Nested hierarchical model - does it make sense in this case?

Hi all,

Let’s say I have a dataset with several observations taken during some sort of test from different people (sorry for the vagueness). For the great majority of people I only have observations from one test but for some (like 5%) I have observations from 2 tests (and for very few people even more than 2). It is expected that the observations vary quite a bit between tests for the same person.

For now, I am using a model where I don’t include a person variable - so I am treating the tests as independent from each other. However, this feels wrong even though it is not expected that person itself is a big contributing factor when it comes to the observed values.

I was thinking that it would make most sense to build a nested hierarchical model (I hope this is the right term), so having a variable for person and within that a variable for test (basically something like the example given here.)

However, I am wondering if a model like this will even converge as I mostly have only one test per person. My concern is that there’d be non-identifiability issues because the model wouldn’t know whether the person or the test is contributing more to what’s observed. Would it be ok to have the model not include a person variable (as it is now) or would that be a great violation of the underlying assumptions? Should I use just one test per person?

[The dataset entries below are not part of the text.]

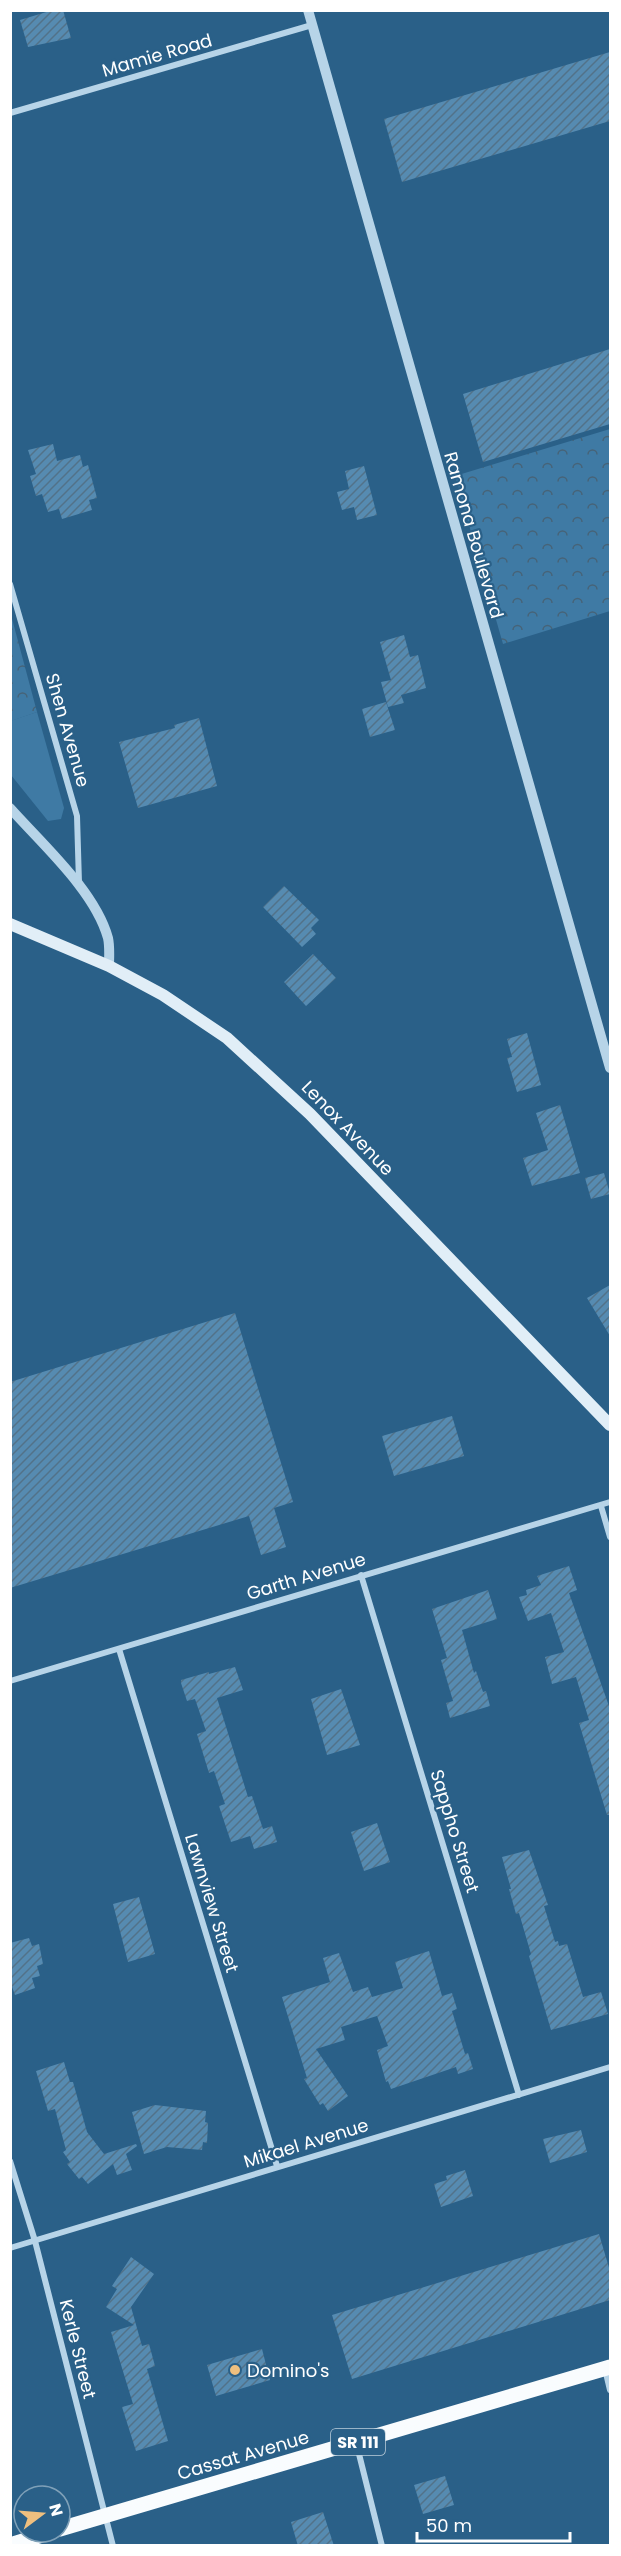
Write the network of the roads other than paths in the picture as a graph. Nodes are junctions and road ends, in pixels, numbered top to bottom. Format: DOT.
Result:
graph roads {
  1 [pos="308,10"];
  2 [pos="312,25"];
  3 [pos="10,113"];
  4 [pos="10,584"];
  5 [pos="10,808"];
  6 [pos="80,886"];
  7 [pos="10,924"];
  8 [pos="109,966"];
  9 [pos="606,1037"];
  10 [pos="610,1068"];
  11 [pos="610,1425"];
  12 [pos="610,1502"];
  13 [pos="601,1506"];
  14 [pos="610,1537"];
  15 [pos="361,1575"];
  16 [pos="119,1649"];
  17 [pos="10,1682"];
  18 [pos="610,2067"];
  19 [pos="519,2096"];
  20 [pos="10,2161"];
  21 [pos="277,2166"];
  22 [pos="34,2241"];
  23 [pos="10,2248"];
  24 [pos="608,2368"];
  25 [pos="610,2391"];
  26 [pos="356,2442"];
  27 [pos="105,2516"];
  28 [pos="72,2526"];
  29 [pos="112,2546"];
  30 [pos="382,2546"];
  1 -- 2 [label="street, Ramona Boulevard"];
  2 -- 3 [label="street, Mamie Road"];
  2 -- 9 [label="street, Ramona Boulevard"];
  4 -- 6 [label="street, Shen Avenue"];
  5 -- 6 [label="street"];
  6 -- 8 [label="street"];
  7 -- 8 [label="main road, Lenox Avenue"];
  8 -- 11 [label="main road, Lenox Avenue"];
  9 -- 10 [label="street, Ramona Boulevard"];
  12 -- 13 [label="street, Garth Avenue"];
  13 -- 14 [label="street"];
  13 -- 15 [label="street, Garth Avenue"];
  15 -- 16 [label="street, Garth Avenue"];
  15 -- 19 [label="street, Sappho Street"];
  16 -- 17 [label="street, Garth Avenue"];
  16 -- 21 [label="street, Lawnview Street"];
  18 -- 19 [label="street, Mikael Avenue"];
  19 -- 21 [label="street, Mikael Avenue"];
  20 -- 22 [label="street, Kerle Street"];
  21 -- 22 [label="street, Mikael Avenue"];
  22 -- 23 [label="street, Mikael Avenue"];
  22 -- 27 [label="street, Kerle Street"];
  24 -- 25 [label="street"];
  24 -- 26 [label="main road, Cassat Avenue / SR 111"];
  26 -- 27 [label="main road, Cassat Avenue / SR 111"];
  26 -- 30 [label="street"];
  27 -- 28 [label="main road, Cassat Avenue / SR 111"];
  27 -- 29 [label="street, Kerle Street"];
}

Or will hierarachical modeling sort it out for me?

I guess I just have to try things out but was wondering if anyone has been in a situation like this and maybe has some tips on how to best approach this kind of data.


Bayesian hierarchical modeling is used when you are working with data sets including multiple subjects in which each data set is data poor. The advantage of Bayesian hierarchical modeling is that it accounts for between subject variance as well as within subject variance, which will get you every drop of information you can out of your limited data sets. Another way to think about it is that your group level prior appropriately constrains the parameter space of your priors and likelihood model by taking advantage of the normative test performance of the group as represented by your hyperprior. So whether or not you use Bayesian hierarchical modeling is a question of whether or not its worth the computational expense, which could be great depending on your model, to extract every drop of information you can out of your limited data sets. An example, though not an exhaustive one, is when you have many subjects, but only a few trials per subject (due to experimental or logistical constraints).

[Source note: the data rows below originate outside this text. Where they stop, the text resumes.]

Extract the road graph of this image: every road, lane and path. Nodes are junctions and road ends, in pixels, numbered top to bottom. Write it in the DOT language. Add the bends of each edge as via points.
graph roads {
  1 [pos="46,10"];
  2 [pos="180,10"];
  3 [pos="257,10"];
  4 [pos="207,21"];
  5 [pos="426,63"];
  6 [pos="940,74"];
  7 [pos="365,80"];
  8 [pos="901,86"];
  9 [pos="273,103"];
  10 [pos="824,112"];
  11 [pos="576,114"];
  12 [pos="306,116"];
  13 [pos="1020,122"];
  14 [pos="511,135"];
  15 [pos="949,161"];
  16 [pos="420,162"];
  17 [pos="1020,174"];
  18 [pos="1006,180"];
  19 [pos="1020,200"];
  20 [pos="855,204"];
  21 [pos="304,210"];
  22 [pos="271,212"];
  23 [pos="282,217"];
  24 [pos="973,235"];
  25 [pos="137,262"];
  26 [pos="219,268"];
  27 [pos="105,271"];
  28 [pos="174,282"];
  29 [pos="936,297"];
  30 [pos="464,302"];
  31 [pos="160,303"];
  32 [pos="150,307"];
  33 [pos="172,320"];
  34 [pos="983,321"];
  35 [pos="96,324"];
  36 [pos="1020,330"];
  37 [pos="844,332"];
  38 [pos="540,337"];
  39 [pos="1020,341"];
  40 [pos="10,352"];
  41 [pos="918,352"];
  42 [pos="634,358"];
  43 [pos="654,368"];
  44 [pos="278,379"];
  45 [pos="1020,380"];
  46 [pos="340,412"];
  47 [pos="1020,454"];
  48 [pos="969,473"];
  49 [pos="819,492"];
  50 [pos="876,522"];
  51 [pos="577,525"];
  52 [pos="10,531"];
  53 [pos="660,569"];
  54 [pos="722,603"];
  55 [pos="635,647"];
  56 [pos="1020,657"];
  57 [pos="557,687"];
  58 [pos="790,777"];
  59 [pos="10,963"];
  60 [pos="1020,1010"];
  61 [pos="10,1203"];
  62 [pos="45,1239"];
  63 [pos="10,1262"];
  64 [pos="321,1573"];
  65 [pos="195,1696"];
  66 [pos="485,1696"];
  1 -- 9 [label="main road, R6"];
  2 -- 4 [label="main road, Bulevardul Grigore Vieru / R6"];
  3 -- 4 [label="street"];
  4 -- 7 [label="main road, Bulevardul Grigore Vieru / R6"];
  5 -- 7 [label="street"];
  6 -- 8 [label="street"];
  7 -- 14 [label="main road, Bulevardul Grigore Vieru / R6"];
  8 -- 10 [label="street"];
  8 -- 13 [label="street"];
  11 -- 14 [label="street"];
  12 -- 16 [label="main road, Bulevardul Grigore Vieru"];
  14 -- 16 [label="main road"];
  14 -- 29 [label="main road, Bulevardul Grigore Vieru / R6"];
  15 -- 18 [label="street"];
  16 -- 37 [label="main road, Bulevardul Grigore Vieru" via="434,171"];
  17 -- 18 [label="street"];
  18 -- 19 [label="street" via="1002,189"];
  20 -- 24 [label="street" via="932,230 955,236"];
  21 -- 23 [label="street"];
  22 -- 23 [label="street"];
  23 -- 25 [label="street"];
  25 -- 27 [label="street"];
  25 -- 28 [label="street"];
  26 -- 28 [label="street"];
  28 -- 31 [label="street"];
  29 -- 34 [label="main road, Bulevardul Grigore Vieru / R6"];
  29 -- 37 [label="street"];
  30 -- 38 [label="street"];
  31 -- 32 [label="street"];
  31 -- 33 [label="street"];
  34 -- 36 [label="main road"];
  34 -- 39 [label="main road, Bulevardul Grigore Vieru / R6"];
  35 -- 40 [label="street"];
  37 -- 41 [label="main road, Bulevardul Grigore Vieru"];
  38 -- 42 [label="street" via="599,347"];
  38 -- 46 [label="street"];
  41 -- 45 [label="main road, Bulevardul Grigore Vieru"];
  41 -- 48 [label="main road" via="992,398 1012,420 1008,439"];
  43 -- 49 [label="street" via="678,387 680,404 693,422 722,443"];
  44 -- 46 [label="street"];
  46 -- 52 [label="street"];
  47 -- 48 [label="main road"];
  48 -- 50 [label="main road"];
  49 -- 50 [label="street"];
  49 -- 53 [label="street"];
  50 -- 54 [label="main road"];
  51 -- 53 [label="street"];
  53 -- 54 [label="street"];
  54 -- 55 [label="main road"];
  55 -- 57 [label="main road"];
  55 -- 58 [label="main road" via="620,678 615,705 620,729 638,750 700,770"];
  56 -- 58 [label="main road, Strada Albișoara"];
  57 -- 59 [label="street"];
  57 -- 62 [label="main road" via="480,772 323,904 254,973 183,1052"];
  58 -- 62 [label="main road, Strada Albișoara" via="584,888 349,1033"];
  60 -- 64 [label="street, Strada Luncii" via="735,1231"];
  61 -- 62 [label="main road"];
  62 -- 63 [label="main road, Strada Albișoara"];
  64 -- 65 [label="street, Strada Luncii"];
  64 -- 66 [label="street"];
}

This doesn’t directly answer all of your questions, but hopefully it is still helpful in deciding whether or not to employ a Bayesian hierarchical model

1 Like

Thank you for the reply! That definitely helps. I am already including test as a random effects parameter but I think I’ll try to include a person parameter as well, just because it’s more comprehensive. Thanks!

What is the advantage of adding a person parameter to your likelihood function over looping a prior and likelihood over each person (as you would in a hierarchical model)?

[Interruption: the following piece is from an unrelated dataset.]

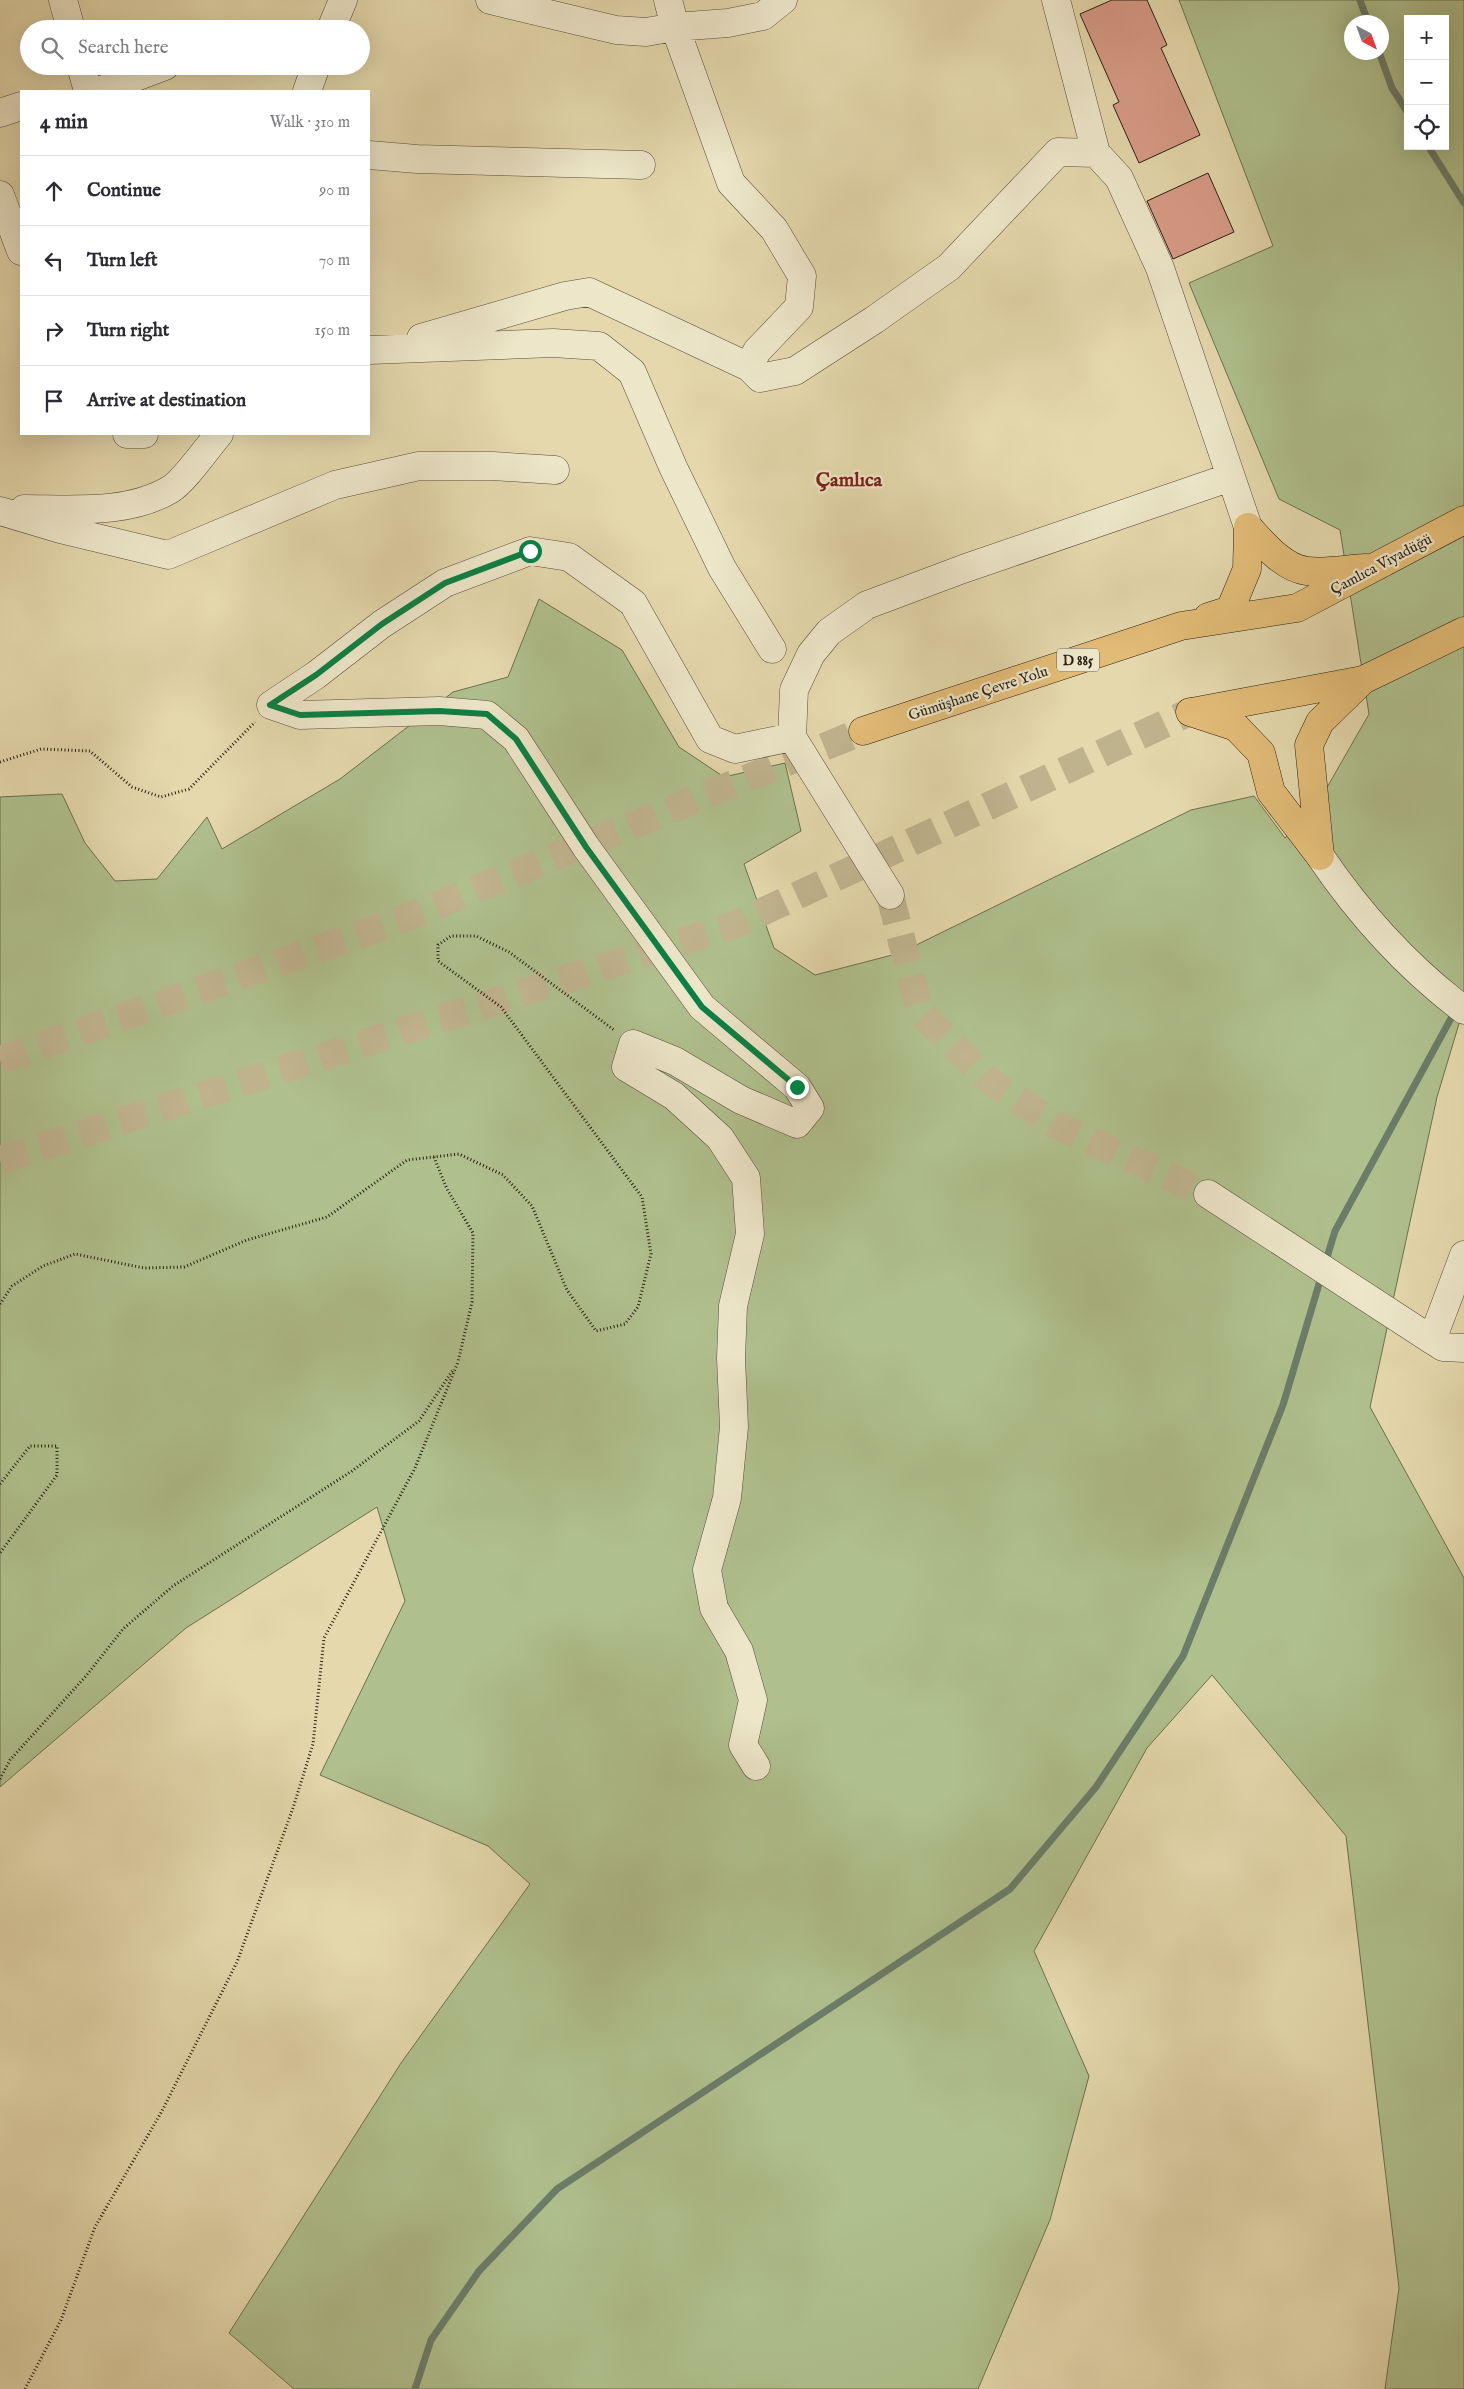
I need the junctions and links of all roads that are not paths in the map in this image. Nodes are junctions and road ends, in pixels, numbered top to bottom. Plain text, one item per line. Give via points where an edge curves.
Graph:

I’m planning on looping over each test and within each loop adding the person parameter (modeled as random effects). I hope this makes sense. I’m not really interested in the person estimates but rather in the test estimates and a lot of predictors I am including are given for each test rather than for each person.

You’re thinking about this in exactly the right way. In your system, there’s some variance V_p across people, and some variance V_t across test-taking replicates (within a person). If you treat the every test-taking event as independent, then you are conflating V_p + V_t (the variance in tests taken by different people) with just V_t (the variance in tests taken by one person), which probably isn’t a great thing to do. On the other hand, with very few people taking multiple tests, it might be difficult or impossible to reliably partition the total variance V_{all} = V_p + V_t into its person- and test-specific components, which could lead to computational difficulties in your model. A couple of points:

  • You don’t know for sure until you try–I suggest giving the nested model you propose a try, and seeing if it seems to work computationally
  • What matters for the non-degeneracy of the two variance components is not the fraction of people who take multiple tests, but rather the total number of people who take multiple tests. If the dataset is large, such that the latter is high even as the former is low, you shouldn’t have a problem.
  • If you do have a problem, there is a reparameterization that works well specifically in cases where there are two mechanistically distinct variance components that are difficult to distinguish in the model. In particular, you can parameterize directly in terms of V_{all} and a parameter \rho, bounded inside the unit interval, that gives the proportion of the V_{all} that is attributable to one component or the other. So for example:
  real<lower = 0> V_all;
  real<lower = 0, upper = 1> rho;
transformed parameters{
  real V_p = rho * V_all;
  real V_t = V_all - V_p;

It would also be fine to parameterize in terms of the square root of V_all if you find it easier to think about a prior on a standard deviation rather than a variance.


Great, thanks! I will try things out and come back to this in case I’m running into problems.